13. Energy efficiency
Buyers look for energy-efficient homes in order to lower their monthly bills. Energy-efficient windows, doors, insulation, and appliances all add value. Tankless water heaters and newer, more efficient HVAC systems are bonuses as well.
As you’re looking at homes, ask sellers about their monthly utility bills. If they seem high, consider ways you might be able to improve the efficiency prior to reselling the home.

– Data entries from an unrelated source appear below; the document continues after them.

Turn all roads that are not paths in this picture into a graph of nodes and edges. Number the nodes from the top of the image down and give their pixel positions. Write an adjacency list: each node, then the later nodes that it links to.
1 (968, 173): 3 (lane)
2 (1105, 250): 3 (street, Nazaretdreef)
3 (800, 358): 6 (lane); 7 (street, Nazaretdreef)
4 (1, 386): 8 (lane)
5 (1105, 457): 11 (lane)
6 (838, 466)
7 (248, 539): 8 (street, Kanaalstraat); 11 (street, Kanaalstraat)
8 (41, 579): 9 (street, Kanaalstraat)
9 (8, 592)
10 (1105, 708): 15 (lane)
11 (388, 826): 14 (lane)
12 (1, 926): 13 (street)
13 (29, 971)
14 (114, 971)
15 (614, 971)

Source: (NTWRK / Pexels)14. Outdoor appeal
Outdoor spaces play an important role when determining resale value. Buyers tend to value the following aspects when looking at the exterior:
Privacy: A nice privacy fence will attract buyers, especially those with pets or kids. Views: Desirable views, such as water or mountains, can increase value by 15% to 80%. Patios: Outdoor entertaining areas continue to be popular among buyers in most markets. Landscaping: Curb appeal adds 1% to 10% in value according to our HomeLight agents. 15. Liens and past issues
Liens, or legal claims against a property, are part of public record. A lien usually means that there is some debt that needs to be repaid, and as such, properties with a lien are less likely to obtain financing. Be sure to have your agent check for any liens on the property that you’re considering, and have your title agent do a thorough title check (and get title insurance!) prior to closing.

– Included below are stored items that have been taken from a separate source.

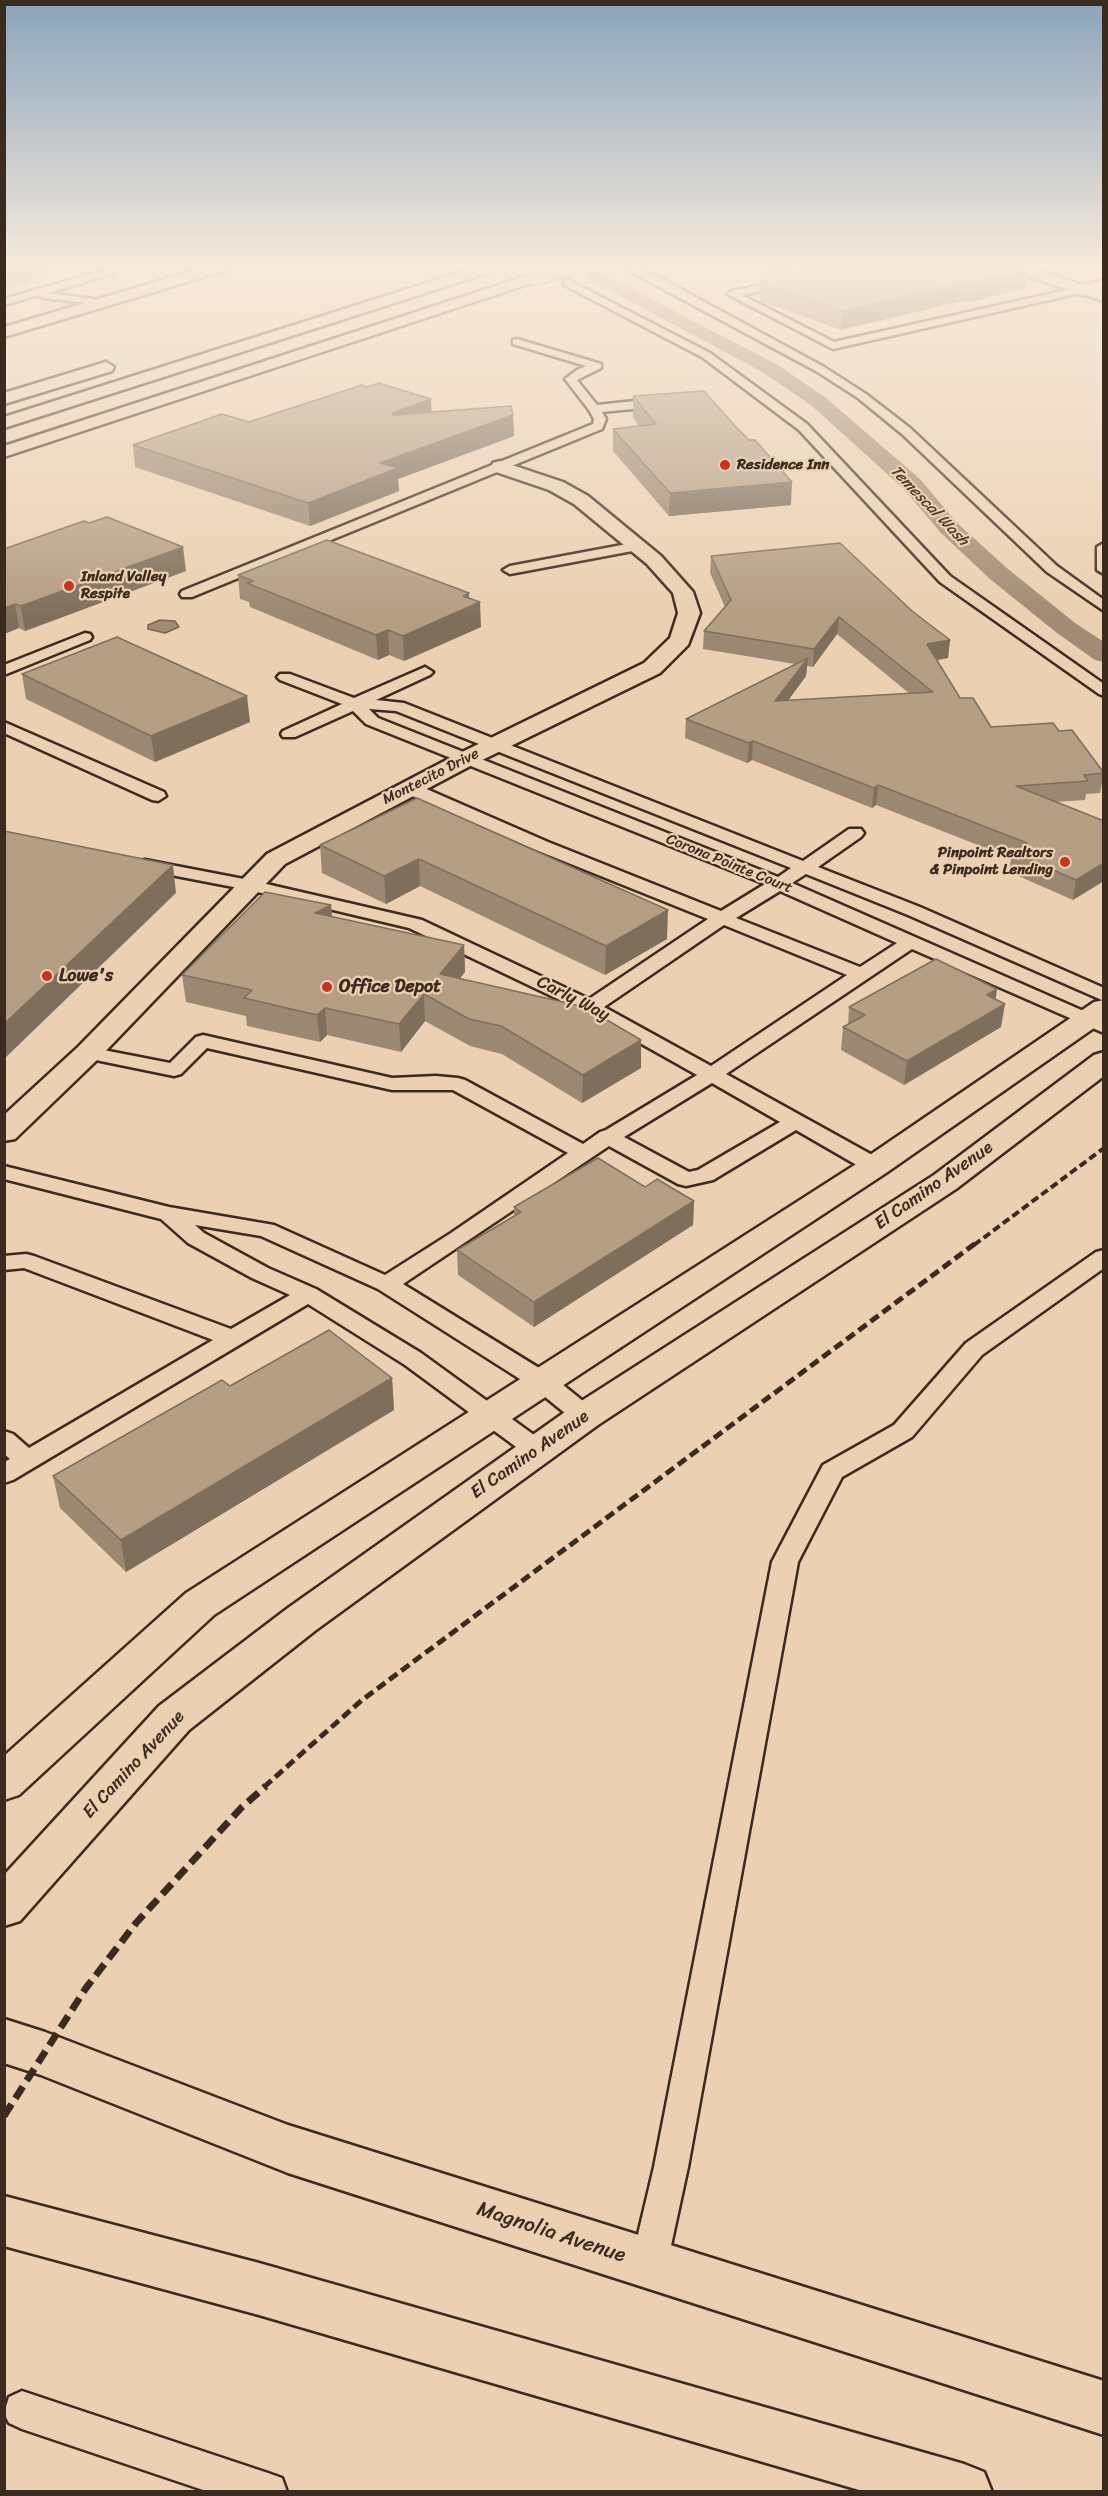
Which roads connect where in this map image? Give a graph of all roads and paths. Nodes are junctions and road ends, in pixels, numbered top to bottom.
1 (53, 383) edge
2 (103, 383) edge
3 (128, 383) edge
4 (160, 383) edge
5 (178, 383) edge
6 (203, 383) edge
7 (575, 383) edge
8 (744, 383) edge
9 (843, 383) edge
10 (4, 399) edge
11 (675, 401) edge
12 (594, 408) junction
13 (4, 415) edge
14 (4, 423) edge
15 (4, 431) edge
16 (4, 439) edge
17 (4, 452) edge
18 (500, 467) junction
19 (382, 497) edge
20 (407, 505) junction
21 (338, 515) edge
22 (362, 523) junction
23 (638, 546) junction
24 (1104, 547) edge
25 (510, 570) dead end
26 (1104, 570) edge
27 (187, 594) dead end
28 (1104, 607) edge
29 (86, 637) dead end
30 (4, 670) edge
31 (425, 672) dead end
32 (285, 677) dead end
33 (1104, 692) edge
34 (355, 704) junction
35 (4, 727) edge
36 (289, 735) dead end
37 (495, 744) junction
38 (466, 759) junction
39 (409, 788) junction
40 (158, 796) dead end
41 (855, 833) dead end
42 (133, 862) edge
43 (806, 867) junction
44 (780, 884) junction
45 (249, 885) junction
46 (721, 919) junction
47 (912, 941) junction
48 (863, 975) junction
49 (590, 1007) junction
50 (1099, 1012) edge
51 (88, 1053) junction
52 (1104, 1061) edge
53 (711, 1075) junction
54 (795, 1122) junction
55 (4, 1132) edge
56 (607, 1136) junction
57 (583, 1153) junction
58 (875, 1166) junction
59 (4, 1172) edge
60 (169, 1214) junction
61 (1104, 1257) edge
62 (4, 1263) edge
63 (386, 1284) junction
64 (308, 1294) junction
65 (233, 1339) junction
66 (543, 1382) junction
67 (492, 1416) junction
68 (585, 1416) junction
69 (4, 1440) edge
70 (536, 1449) junction
71 (27, 1460) junction
72 (4, 1474) edge
73 (4, 1784) edge
74 (4, 1907) edge
75 (4, 2041) edge
76 (4, 2221) edge
77 (649, 2264) junction
78 (1104, 2408) edge
79 (22, 2410) dead end
80 (268, 2492) edge
81 (964, 2492) edge

1 - 10 main road
2 - 13 main road
3 - 14 main road
4 - 15 main road
5 - 16 main road
6 - 17 main road
7 - 12 lane
8 - 33 lane
9 - 28 lane
11 - 12 lane
12 - 18 lane
18 - 20 lane
18 - 23 main road, Montecito Drive
19 - 20 lane
20 - 22 lane
21 - 22 lane
22 - 27 lane
23 - 25 lane
23 - 37 main road, Montecito Drive
24 - 26 lane
29 - 30 lane
31 - 34 lane
32 - 34 lane
34 - 36 lane
34 - 37 lane, Corona Pointe Court
34 - 38 lane, Corona Pointe Court
35 - 40 lane
37 - 38 main road, Montecito Drive
37 - 43 lane, Corona Pointe Court
38 - 39 main road, Montecito Drive
38 - 44 lane, Corona Pointe Court
39 - 45 main road, Montecito Drive
39 - 46 lane
41 - 43 lane
42 - 45 lane, Carly Way
43 - 44 lane
43 - 50 lane, Corona Pointe Court
44 - 46 lane
44 - 47 lane, Corona Pointe Court
45 - 49 lane, Carly Way
45 - 51 main road, Montecito Drive
46 - 48 lane
46 - 49 lane
47 - 48 lane
47 - 50 lane, Corona Pointe Court
48 - 53 lane
49 - 53 lane, Carly Way
50 - 58 main road
51 - 55 main road, Montecito Drive
51 - 57 lane
52 - 68 main road, El Camino Avenue
53 - 54 lane, Carly Way
53 - 56 lane
54 - 56 lane
54 - 58 lane, Carly Way
56 - 57 lane
57 - 63 lane
58 - 66 main road
59 - 60 lane
60 - 63 lane
60 - 64 lane
61 - 77 lane
62 - 65 lane
63 - 66 lane
64 - 65 lane
64 - 67 lane
65 - 71 lane
66 - 67 main road
66 - 68 lane
67 - 70 lane
67 - 73 main road
68 - 70 main road, El Camino Avenue
69 - 71 lane
70 - 74 main road, El Camino Avenue
71 - 72 lane
75 - 77 main road, Magnolia Avenue
76 - 81 main road
77 - 78 main road, Magnolia Avenue
79 - 80 lane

Similarly, past problems such as flooding, foundation issues, and other major repairs may cause buyers to balk when the time comes to resell. Hopefully, your seller will have a complete list of disclosures along with permits and invoices to show that proper fixes have been made. But just to be safe, have your insurance agent run a report of prior claims on the home. Keep in mind that even if repairs have been made, some buyers will still see past issues as a red flag.
16. Unusual quirks
Any feature that seems “unusual” could possibly limit the pool of potential homebuyers in the future. Quirks of a home can add charm and individuality, but because they’re based on personal preference, things like stained glass windows, extreme hardscaping, bold paint colors, or elaborate built-ins can have a polarizing effect.
Take paint colors, for example. According to a 2019 HomeLight survey, neutral colors like Agreeable Gray (by Sherwin-Williams) and Revere Pewter (by Benjamin Moore) have the widest buyer appeal. That means not everybody will love that turquoise accent wall that you adore.
The good news? Paint is one of the most cost-effective renovations; On average, an exterior paint job will cost $2,843 while the average full interior paint job costs $1,782.
House shopping should be fun and enjoyable. By focusing on what makes you happy while also keeping these resale value factors in mind, you’ll be able to pinpoint the house that will bring you all the best, both now and in the future.